Rosana ha una sua famiglia, marito e figlio adolescente che compaiono
sullo sfondo della vicenda.
Per
Mathilde, le giornate scorrono nella luminosità irreale di una noia
senza tempo, in un vacuum estivo in cui ogni componente della
famiglia scivola verso una regressione assecondata dal permanere di
un ambiente, il castello, apparentemente sempre uguale, in realtà,
ad un occhio attento, sottoposto ad un lento inesorabile
deterioramento. Quasi testimone e specchio del deteriorarsi di una
società di cui anziani e giovani lì convenuti sono espressione.
Nei
discorsi degli anziani affiorano opinioni politiche, confronti tra la
loro generazione e la attuale. Mathilde si limita, di tanto in tanto
a esprimere qualche considerazione polemica. “I nostri vent’anni,
i nostri trent’anni, non sono carne da macello. La voracità della
storia mi ha risparmiata. E’ vero sono tra quelli che il proprio
secolo lo contemplano da seduti. Da bordo di una piscina.” Solo
qualche accenno ad una consapevolezza di un distacco non dichiarato,
quasi nel rispetto di un family
agreement che
vincola ogni componente della famiglia a quel luogo.

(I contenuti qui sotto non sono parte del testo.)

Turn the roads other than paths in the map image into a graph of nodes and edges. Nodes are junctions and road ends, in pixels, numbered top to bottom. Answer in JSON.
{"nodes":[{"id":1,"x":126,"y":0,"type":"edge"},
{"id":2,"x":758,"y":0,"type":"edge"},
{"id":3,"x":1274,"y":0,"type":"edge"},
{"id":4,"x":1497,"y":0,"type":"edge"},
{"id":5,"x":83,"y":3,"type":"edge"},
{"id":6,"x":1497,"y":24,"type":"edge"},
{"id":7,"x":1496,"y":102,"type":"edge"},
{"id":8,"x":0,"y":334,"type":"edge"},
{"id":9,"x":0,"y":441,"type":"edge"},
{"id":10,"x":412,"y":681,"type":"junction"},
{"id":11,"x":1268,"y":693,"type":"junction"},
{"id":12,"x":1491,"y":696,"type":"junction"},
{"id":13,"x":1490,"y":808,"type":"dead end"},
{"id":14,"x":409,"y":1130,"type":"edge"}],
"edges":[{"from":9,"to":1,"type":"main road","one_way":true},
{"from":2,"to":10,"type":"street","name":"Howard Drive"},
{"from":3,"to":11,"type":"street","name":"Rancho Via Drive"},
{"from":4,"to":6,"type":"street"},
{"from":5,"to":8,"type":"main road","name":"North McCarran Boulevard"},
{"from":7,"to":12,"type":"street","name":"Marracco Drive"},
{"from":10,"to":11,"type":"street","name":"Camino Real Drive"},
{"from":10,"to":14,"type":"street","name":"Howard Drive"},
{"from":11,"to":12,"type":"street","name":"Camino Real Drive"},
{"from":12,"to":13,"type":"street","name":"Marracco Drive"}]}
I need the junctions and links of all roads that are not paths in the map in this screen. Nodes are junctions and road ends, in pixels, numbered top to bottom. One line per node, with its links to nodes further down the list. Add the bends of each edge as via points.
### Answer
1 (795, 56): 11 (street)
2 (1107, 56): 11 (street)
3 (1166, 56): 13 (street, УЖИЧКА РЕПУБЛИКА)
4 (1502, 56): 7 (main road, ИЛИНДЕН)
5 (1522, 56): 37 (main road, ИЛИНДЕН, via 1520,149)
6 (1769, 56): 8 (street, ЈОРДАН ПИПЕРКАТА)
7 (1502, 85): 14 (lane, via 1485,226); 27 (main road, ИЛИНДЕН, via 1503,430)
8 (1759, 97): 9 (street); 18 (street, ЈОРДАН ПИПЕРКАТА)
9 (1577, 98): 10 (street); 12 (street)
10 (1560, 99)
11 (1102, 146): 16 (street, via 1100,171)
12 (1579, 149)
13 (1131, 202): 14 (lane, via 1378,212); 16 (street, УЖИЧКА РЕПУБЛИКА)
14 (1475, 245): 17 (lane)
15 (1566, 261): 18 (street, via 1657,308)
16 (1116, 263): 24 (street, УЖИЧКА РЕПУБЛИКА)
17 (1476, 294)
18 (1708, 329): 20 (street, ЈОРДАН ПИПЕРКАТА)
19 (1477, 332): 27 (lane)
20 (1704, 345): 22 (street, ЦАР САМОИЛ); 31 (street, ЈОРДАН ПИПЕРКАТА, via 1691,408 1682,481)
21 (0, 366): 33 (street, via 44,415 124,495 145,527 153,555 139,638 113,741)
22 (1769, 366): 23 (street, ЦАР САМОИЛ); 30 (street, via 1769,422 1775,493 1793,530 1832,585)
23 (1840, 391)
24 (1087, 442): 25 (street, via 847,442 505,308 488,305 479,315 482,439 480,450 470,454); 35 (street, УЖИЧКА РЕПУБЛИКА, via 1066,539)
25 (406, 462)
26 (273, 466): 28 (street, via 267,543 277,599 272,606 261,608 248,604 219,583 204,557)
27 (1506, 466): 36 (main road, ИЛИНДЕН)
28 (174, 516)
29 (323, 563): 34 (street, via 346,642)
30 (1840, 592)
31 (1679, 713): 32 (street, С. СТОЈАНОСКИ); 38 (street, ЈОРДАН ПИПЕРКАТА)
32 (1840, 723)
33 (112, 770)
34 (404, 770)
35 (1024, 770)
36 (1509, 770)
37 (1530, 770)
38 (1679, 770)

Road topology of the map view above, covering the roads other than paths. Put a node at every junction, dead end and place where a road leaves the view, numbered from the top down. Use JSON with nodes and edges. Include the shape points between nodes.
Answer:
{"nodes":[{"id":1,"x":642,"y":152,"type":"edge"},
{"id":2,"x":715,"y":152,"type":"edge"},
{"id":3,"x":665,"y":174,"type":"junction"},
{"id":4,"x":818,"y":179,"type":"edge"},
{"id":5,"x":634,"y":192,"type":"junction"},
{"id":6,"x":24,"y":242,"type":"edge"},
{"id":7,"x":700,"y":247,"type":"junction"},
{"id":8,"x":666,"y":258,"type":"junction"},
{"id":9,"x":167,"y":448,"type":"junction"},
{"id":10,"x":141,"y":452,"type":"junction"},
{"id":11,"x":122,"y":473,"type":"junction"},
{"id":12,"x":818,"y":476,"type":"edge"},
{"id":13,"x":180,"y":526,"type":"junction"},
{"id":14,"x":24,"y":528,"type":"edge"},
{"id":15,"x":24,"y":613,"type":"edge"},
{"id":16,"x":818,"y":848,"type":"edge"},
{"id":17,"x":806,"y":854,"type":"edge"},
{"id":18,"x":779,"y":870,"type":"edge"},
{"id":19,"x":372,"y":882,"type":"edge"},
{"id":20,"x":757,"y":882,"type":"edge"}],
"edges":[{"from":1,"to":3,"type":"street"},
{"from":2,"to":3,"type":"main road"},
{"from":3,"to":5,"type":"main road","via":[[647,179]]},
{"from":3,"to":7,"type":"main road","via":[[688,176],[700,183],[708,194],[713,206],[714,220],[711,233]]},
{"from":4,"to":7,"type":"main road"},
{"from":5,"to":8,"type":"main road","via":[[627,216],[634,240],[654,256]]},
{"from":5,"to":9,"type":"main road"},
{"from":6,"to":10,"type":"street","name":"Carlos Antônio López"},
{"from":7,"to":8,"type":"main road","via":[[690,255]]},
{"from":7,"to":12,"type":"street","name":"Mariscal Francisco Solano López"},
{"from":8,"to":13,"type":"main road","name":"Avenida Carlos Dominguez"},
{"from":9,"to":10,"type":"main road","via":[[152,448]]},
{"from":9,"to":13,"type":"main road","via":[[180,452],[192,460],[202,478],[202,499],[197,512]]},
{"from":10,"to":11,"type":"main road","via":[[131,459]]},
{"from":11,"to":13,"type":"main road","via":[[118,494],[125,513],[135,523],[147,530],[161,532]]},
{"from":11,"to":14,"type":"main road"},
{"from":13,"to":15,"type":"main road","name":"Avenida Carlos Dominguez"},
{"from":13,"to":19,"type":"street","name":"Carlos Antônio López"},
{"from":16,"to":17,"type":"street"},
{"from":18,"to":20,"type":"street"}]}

Nessun conflitto, nessuna dichiarazione di
guerra: “Non infrango nessuna regola”
afferma Mathilde.
L’atmosfera ovattata non consente il manifestarsi di quelle
contraddizioni che solo qualche decennio prima avrebbero segnato i
rapporti generazionali. Dell’inerzia e della passività di fronte
alla comodità e al benessere vissuto dalla sua generazione nel
presente Mathilde è pienamente consapevole: «Mi abbronzo, ma ho
paura. Paura di questa abbronzatura facile. Paura di questa vita
senza lotta. Paura della disinvolta logica del clan di cui sono un
degno prodotto. [...] Non c’è niente che io debba strappare al
mondo per esistere. Ho conosciuto sempre e soltanto il benessere. Ho
avuto in dote tutto il necessario per perpetuare la mia classe».
E’ il
nonno Paul, che si propone come elemento discordante, perlomeno agli
occhi di Mathilde, a concepire l’idea di creare qualcosa che rompa
la monotonia, a introdurre una novità, un’attrattiva per quel
luogo fermo nel tempo. Forse nell’intento di sventare il rischio
che a lungo andare genitori e figli possano cercare altrove una meta
alle vacanze. Paul decide di dotare il castello di una piscina in cui
giovani e vecchi possano affrontare la calura estiva: è la piscina
all’origine dell’esile trama del racconto. La decisione impulsiva
e generosa di Paul di concedere a Rosana, custode del castello, di
bagnarsi nelle chiare, fresche e dolci acque in assenza della
famiglia, scatena l’immediato sdegno e l’irritazione dei
congiunti che invitano Paul a ritirare la proposta incauta. Ma la
custode, che percepisce da subito il disagio del clan familiare,
rifiuta autonomamente l’offerta.
Mathilde,
il cui agire è esteriormente rinunciatario e passivo, lascia
trasparire la propria diversità solo nei pensieri. Lo sguardo
critico, accompagnato da un sentimento di nostalgia per les temps
jadis che percorre l’intera narrazione, è rivolto ad indagare il
permanere di un sistema di valori familiari e l’accettazione di
quel sistema da parte di una giovane generazione rassegnata. La
piscina diventa così la metafora di una incapacità ad accogliere il
cambiamento da parte di una borghesia che considera diritti
inalienabili i propri privilegi in quel rifugio fuori dalla storia
che è il castello; una borghesia incapace di modificarsi in un
contesto storico in cui privilegi e pregiudizi non sono più
indiscussi e intoccabili.
La
qualità straordinaria del breve racconto sta nella raffinatezza di
un linguaggio, che non è mai costruzione formale, ma pura,
essenziale espressione di un sentire che si esprime attraverso parole
che danno vita a situazioni, luoghi, persone.